Repeat exactly, and only, the lines below starting at the line that contains "cairo_arc(cr, x + r, y + r, r, M_PI, 1.5" and ending at the line that contains "static void draw(cairo_t", inclusive of both.

## Supplied data
·····

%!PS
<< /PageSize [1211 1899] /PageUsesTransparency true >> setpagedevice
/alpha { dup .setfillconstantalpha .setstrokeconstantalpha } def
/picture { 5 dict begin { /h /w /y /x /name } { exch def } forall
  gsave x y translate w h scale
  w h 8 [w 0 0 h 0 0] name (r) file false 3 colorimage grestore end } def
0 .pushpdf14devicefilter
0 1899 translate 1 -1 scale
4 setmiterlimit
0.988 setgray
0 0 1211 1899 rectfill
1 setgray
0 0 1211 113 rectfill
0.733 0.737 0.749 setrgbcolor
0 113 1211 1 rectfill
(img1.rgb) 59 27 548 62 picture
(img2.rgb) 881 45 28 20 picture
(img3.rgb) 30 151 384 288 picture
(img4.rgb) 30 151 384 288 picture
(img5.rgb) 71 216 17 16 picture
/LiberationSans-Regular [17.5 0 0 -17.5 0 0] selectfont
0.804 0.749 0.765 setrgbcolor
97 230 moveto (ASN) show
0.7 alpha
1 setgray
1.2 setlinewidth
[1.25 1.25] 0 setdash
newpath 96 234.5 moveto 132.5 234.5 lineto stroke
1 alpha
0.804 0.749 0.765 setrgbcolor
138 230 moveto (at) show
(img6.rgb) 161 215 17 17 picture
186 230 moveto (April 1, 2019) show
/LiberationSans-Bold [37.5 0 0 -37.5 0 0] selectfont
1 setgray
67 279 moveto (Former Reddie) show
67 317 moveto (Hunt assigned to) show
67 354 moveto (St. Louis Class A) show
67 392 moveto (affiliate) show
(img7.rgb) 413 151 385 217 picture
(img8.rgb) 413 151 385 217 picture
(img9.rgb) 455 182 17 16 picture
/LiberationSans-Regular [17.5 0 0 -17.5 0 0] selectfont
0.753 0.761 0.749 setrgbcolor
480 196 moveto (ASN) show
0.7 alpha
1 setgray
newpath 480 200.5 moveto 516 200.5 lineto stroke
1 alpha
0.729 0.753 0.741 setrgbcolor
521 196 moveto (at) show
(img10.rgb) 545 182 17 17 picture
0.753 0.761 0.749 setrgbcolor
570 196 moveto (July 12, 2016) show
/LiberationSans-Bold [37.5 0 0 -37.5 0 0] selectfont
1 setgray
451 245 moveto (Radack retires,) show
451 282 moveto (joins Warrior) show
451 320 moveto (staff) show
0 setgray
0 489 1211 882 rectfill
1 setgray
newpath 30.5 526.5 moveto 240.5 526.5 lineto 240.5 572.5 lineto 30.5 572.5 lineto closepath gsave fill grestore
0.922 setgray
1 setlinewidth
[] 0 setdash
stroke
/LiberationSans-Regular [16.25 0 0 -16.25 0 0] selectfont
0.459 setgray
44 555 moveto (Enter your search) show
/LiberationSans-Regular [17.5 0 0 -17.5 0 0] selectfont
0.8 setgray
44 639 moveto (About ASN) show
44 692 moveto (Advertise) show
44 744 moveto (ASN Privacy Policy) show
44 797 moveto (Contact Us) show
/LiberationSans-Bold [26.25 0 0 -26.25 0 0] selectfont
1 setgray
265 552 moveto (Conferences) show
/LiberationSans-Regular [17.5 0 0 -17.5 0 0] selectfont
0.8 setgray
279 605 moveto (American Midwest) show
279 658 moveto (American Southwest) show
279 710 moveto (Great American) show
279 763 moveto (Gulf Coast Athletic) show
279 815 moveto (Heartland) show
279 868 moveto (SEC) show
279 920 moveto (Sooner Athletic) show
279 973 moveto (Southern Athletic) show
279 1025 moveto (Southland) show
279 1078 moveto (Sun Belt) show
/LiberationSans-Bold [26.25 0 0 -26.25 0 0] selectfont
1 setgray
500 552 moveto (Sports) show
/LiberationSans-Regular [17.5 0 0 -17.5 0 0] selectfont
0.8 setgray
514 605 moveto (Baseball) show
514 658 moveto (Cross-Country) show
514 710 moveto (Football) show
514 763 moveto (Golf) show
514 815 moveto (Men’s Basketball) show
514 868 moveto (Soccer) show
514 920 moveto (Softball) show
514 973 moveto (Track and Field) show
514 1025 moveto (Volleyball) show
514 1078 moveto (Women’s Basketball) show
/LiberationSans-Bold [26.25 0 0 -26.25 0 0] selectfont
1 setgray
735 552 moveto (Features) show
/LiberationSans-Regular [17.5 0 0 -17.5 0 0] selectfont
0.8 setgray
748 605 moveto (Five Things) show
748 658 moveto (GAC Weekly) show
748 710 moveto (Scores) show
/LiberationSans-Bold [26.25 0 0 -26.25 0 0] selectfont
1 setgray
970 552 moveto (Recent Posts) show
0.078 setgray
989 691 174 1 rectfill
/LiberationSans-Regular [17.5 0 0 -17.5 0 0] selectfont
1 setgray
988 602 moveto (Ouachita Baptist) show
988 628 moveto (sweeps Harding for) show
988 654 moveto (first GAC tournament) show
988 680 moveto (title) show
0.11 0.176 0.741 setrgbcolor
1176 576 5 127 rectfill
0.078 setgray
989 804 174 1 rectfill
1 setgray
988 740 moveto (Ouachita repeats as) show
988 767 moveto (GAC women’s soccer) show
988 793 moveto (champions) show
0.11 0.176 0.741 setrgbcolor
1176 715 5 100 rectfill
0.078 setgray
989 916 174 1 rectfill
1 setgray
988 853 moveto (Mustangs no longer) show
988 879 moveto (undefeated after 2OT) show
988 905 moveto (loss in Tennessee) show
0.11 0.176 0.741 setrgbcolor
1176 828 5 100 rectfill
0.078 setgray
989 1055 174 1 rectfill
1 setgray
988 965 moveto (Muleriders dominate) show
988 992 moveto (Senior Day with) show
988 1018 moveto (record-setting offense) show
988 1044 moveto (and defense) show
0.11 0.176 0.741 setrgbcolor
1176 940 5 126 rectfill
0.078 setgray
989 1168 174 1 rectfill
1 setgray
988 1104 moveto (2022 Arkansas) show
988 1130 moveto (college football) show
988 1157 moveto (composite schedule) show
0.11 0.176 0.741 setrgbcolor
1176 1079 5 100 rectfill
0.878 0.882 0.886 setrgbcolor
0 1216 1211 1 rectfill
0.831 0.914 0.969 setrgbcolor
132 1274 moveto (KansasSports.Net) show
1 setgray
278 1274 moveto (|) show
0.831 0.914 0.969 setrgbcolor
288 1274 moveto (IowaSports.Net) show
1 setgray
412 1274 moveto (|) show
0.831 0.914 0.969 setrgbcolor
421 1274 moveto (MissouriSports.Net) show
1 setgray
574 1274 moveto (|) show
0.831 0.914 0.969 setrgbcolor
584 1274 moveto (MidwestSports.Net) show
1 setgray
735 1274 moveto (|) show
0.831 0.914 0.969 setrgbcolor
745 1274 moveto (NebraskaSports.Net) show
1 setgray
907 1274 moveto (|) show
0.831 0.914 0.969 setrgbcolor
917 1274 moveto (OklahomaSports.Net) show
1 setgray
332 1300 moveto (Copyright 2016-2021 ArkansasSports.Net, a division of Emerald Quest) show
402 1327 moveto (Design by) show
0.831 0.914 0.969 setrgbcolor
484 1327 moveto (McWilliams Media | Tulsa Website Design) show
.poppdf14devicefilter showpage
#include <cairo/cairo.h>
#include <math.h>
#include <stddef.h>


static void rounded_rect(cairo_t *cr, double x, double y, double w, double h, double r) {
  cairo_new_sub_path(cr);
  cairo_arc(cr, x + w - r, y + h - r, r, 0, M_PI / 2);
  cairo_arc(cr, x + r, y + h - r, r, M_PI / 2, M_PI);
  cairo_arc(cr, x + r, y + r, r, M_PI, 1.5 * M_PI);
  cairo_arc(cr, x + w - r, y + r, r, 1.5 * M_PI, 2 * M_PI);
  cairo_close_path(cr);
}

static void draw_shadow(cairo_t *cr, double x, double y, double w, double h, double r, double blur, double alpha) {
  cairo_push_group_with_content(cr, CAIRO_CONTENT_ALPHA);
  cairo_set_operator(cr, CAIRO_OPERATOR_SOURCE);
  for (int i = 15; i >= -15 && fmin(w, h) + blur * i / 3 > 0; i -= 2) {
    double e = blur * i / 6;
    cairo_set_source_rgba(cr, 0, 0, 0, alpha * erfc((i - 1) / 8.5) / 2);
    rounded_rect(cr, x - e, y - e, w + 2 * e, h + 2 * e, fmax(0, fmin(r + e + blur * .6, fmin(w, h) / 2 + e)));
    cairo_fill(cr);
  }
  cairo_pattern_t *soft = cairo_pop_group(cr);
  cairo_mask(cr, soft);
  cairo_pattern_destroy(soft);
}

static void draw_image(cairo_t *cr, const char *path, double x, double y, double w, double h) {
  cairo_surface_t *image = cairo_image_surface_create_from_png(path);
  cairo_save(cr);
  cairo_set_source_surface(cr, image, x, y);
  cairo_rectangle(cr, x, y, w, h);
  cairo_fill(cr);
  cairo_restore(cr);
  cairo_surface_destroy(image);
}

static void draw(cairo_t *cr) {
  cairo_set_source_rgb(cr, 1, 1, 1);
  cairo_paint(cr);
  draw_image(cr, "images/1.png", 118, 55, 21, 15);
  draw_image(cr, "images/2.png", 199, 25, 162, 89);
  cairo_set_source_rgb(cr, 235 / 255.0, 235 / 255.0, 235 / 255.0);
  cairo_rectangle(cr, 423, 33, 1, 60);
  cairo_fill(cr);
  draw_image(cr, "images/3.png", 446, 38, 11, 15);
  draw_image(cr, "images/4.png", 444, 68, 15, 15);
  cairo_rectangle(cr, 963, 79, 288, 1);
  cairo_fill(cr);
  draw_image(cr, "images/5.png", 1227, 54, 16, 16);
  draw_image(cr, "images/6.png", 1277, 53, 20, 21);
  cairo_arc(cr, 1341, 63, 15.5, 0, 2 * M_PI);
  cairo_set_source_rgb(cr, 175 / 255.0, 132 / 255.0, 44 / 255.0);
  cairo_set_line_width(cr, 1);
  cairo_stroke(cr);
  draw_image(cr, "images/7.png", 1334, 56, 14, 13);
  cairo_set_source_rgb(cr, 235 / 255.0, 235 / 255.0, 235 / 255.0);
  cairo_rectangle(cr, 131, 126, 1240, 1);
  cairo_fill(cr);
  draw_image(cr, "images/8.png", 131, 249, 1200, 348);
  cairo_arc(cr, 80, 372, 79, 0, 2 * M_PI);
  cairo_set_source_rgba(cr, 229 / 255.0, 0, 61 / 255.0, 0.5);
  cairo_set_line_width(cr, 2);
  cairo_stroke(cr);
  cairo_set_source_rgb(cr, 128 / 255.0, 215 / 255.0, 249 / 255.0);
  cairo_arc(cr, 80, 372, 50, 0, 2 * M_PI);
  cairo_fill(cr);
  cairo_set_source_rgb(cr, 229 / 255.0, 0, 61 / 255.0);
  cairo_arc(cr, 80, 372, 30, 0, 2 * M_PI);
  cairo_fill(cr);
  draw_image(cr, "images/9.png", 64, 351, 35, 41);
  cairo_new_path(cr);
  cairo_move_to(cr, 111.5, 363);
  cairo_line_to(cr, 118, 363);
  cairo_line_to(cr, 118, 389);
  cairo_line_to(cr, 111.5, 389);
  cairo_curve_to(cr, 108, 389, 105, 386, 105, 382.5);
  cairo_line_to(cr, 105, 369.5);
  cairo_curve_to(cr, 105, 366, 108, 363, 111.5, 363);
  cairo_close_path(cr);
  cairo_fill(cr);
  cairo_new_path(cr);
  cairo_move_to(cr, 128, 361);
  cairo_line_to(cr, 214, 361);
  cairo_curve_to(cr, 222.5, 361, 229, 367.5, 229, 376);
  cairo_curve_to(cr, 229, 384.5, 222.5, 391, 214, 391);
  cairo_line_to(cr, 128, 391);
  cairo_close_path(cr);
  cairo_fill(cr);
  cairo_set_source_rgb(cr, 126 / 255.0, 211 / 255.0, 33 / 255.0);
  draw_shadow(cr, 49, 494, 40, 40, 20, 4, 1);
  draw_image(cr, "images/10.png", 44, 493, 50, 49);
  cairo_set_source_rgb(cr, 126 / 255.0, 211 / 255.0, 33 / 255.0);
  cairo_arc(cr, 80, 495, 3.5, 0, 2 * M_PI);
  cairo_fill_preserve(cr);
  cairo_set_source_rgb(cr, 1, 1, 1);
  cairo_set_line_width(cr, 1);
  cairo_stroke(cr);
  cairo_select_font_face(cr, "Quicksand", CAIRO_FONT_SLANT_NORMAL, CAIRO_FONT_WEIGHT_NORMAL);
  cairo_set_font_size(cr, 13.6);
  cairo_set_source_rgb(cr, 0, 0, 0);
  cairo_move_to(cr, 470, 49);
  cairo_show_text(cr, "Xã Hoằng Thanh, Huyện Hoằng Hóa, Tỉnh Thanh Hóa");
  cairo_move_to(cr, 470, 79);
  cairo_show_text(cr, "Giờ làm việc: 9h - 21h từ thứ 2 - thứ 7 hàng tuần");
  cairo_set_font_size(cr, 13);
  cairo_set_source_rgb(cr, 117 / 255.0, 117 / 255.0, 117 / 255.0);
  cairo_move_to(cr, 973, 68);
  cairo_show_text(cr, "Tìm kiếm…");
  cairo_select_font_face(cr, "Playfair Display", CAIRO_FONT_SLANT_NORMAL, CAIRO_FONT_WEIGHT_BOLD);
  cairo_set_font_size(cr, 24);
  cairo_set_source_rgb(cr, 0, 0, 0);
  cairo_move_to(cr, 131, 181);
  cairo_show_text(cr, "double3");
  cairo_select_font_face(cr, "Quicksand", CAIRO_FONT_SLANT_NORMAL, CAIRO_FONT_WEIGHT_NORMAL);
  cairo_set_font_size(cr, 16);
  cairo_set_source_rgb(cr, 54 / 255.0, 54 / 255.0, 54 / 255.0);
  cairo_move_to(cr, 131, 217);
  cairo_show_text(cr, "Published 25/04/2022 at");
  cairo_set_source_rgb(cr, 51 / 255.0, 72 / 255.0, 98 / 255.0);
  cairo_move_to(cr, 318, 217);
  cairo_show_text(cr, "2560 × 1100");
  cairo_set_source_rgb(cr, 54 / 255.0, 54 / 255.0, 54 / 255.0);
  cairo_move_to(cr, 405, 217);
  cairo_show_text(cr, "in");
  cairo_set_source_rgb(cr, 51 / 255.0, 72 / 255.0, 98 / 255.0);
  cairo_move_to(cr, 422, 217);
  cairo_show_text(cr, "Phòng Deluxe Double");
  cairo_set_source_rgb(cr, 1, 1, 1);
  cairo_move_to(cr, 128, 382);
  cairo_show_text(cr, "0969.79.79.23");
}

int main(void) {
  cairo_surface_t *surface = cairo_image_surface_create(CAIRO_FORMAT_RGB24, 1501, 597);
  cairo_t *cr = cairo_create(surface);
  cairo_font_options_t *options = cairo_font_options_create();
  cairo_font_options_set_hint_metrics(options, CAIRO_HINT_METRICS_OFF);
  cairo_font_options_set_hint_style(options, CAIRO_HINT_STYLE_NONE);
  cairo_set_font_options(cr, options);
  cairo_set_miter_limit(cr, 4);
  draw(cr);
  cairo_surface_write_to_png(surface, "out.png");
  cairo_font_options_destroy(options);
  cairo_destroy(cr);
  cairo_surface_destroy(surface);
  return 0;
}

·····

## Completed task
  cairo_arc(cr, x + r, y + r, r, M_PI, 1.5 * M_PI);
  cairo_arc(cr, x + w - r, y + r, r, 1.5 * M_PI, 2 * M_PI);
  cairo_close_path(cr);
}

static void draw_shadow(cairo_t *cr, double x, double y, double w, double h, double r, double blur, double alpha) {
  cairo_push_group_with_content(cr, CAIRO_CONTENT_ALPHA);
  cairo_set_operator(cr, CAIRO_OPERATOR_SOURCE);
  for (int i = 15; i >= -15 && fmin(w, h) + blur * i / 3 > 0; i -= 2) {
    double e = blur * i / 6;
    cairo_set_source_rgba(cr, 0, 0, 0, alpha * erfc((i - 1) / 8.5) / 2);
    rounded_rect(cr, x - e, y - e, w + 2 * e, h + 2 * e, fmax(0, fmin(r + e + blur * .6, fmin(w, h) / 2 + e)));
    cairo_fill(cr);
  }
  cairo_pattern_t *soft = cairo_pop_group(cr);
  cairo_mask(cr, soft);
  cairo_pattern_destroy(soft);
}

static void draw_image(cairo_t *cr, const char *path, double x, double y, double w, double h) {
  cairo_surface_t *image = cairo_image_surface_create_from_png(path);
  cairo_save(cr);
  cairo_set_source_surface(cr, image, x, y);
  cairo_rectangle(cr, x, y, w, h);
  cairo_fill(cr);
  cairo_restore(cr);
  cairo_surface_destroy(image);
}

static void draw(cairo_t *cr) {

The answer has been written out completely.